# Evaluate gen AI apps with Snowflake Cortex AI and TruLens
This notebook demonstrates how AI Observability in Snowflake Cortex AI helps quantitatively measure the performance of a RAG applications using  different LLMs, providing insights into application behavior and helping the user select the best model for their use case.

### Required Packages
* trulens-core (1.4.5 or above)
* trulens-connectors-snowflake (1.4.5 or above)
* trulens-providers-cortex (1.4.5 or above)
* snowflake.core (1.0.5 or above)


## Session Information
Fetches the current session information and the connection details for the Snowflake account. This connection details will be used to ingest application traces and trigger metric computation jobs.

In [None]:
import os

os.environ["SNOWFLAKE_ACCOUNT"] = "..."
os.environ["SNOWFLAKE_USER"] = "..."
os.environ["SNOWFLAKE_USER_PASSWORD"] = "..."
os.environ["SNOWFLAKE_DATABASE"] = "..."
os.environ["SNOWFLAKE_SCHEMA"] = "..."
os.environ["SNOWFLAKE_WAREHOUSE"] = "..."
os.environ["SNOWFLAKE_ROLE"] = "..."

In [None]:
from snowflake.snowpark import Session
from trulens.connectors.snowflake import SnowflakeConnector

snowflake_connection_parameters = {
    "account": os.environ["SNOWFLAKE_ACCOUNT"],
    "user": os.environ["SNOWFLAKE_USER"],
    "password": os.environ["SNOWFLAKE_USER_PASSWORD"],
    "database": os.environ["SNOWFLAKE_DATABASE"],
    "schema": os.environ["SNOWFLAKE_SCHEMA"],
    "role": os.environ["SNOWFLAKE_ROLE"],
    "warehouse": os.environ["SNOWFLAKE_WAREHOUSE"],
}
snowpark_session = Session.builder.configs(
    snowflake_connection_parameters
).create()

# TruSession is no longer required as long as snowflake connector exists
sf_connector = SnowflakeConnector(snowpark_session=snowpark_session)

In [None]:
# Simplest Virtual Run approach!
import uuid

from trulens.apps.app import TruApp
from trulens.core.run import RunConfig

APP_NAME = "RAG evaluation run on existing data"
APP_VERSION = "V1"

# Create TruApp with None - no app object or main_method needed!
tru_app = TruApp(
    app=None,  # No app object needed for virtual runs
    app_name=APP_NAME,
    app_version=APP_VERSION,
    connector=sf_connector,
)

# Create run config with dataset specification
run_name = f"virtual_run_{uuid.uuid4()}"

run_config = RunConfig(
    run_name=run_name,
    dataset_name="virtual_run_test",  # Your Snowflake table name
    source_type="TABLE",
    dataset_spec={
        # The dataset_spec maps span attribute paths to column names
        # This creates spans dynamically based on what you define here!
        "record_root.input": "QUERY_STRING",  # Root span input
        "record_root.output": "OUTPUT_STRING",  # Root span output
        "retrieved_contexts": "CONTEXTS",  # Retrieval span contexts
    },
)

# Use the existing add_run() flow
virtual_run = tru_app.add_run(run_config=run_config)

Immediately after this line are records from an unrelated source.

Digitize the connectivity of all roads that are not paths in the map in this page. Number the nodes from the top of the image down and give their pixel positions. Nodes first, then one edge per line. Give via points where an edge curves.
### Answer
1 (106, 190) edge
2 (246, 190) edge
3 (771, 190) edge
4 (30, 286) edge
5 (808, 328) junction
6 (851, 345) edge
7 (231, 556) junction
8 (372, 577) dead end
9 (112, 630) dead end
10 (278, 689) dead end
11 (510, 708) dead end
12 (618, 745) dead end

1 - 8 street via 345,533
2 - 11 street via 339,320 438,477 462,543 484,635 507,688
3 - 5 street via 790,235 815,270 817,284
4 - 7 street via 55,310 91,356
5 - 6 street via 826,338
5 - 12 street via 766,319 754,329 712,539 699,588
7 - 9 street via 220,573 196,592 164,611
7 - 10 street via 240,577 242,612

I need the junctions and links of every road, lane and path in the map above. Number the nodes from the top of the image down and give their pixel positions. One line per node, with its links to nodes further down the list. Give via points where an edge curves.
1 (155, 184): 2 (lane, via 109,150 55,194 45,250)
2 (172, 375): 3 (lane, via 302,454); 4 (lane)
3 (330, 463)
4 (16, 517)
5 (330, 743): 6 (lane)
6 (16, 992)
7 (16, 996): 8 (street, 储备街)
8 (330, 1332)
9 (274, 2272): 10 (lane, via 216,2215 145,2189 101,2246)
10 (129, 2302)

print(f"Created virtual run: {run_name}")

In [None]:
# Start the virtual run - this will create OTEL spans from existing data
virtual_run.start(virtual=True)

## Virtual Run - New Feature!
With the new virtual run feature, you can now ingest existing data directly into the Event Table without creating a dummy app. This approach is much cleaner and avoids the awkward pattern of creating fake app methods.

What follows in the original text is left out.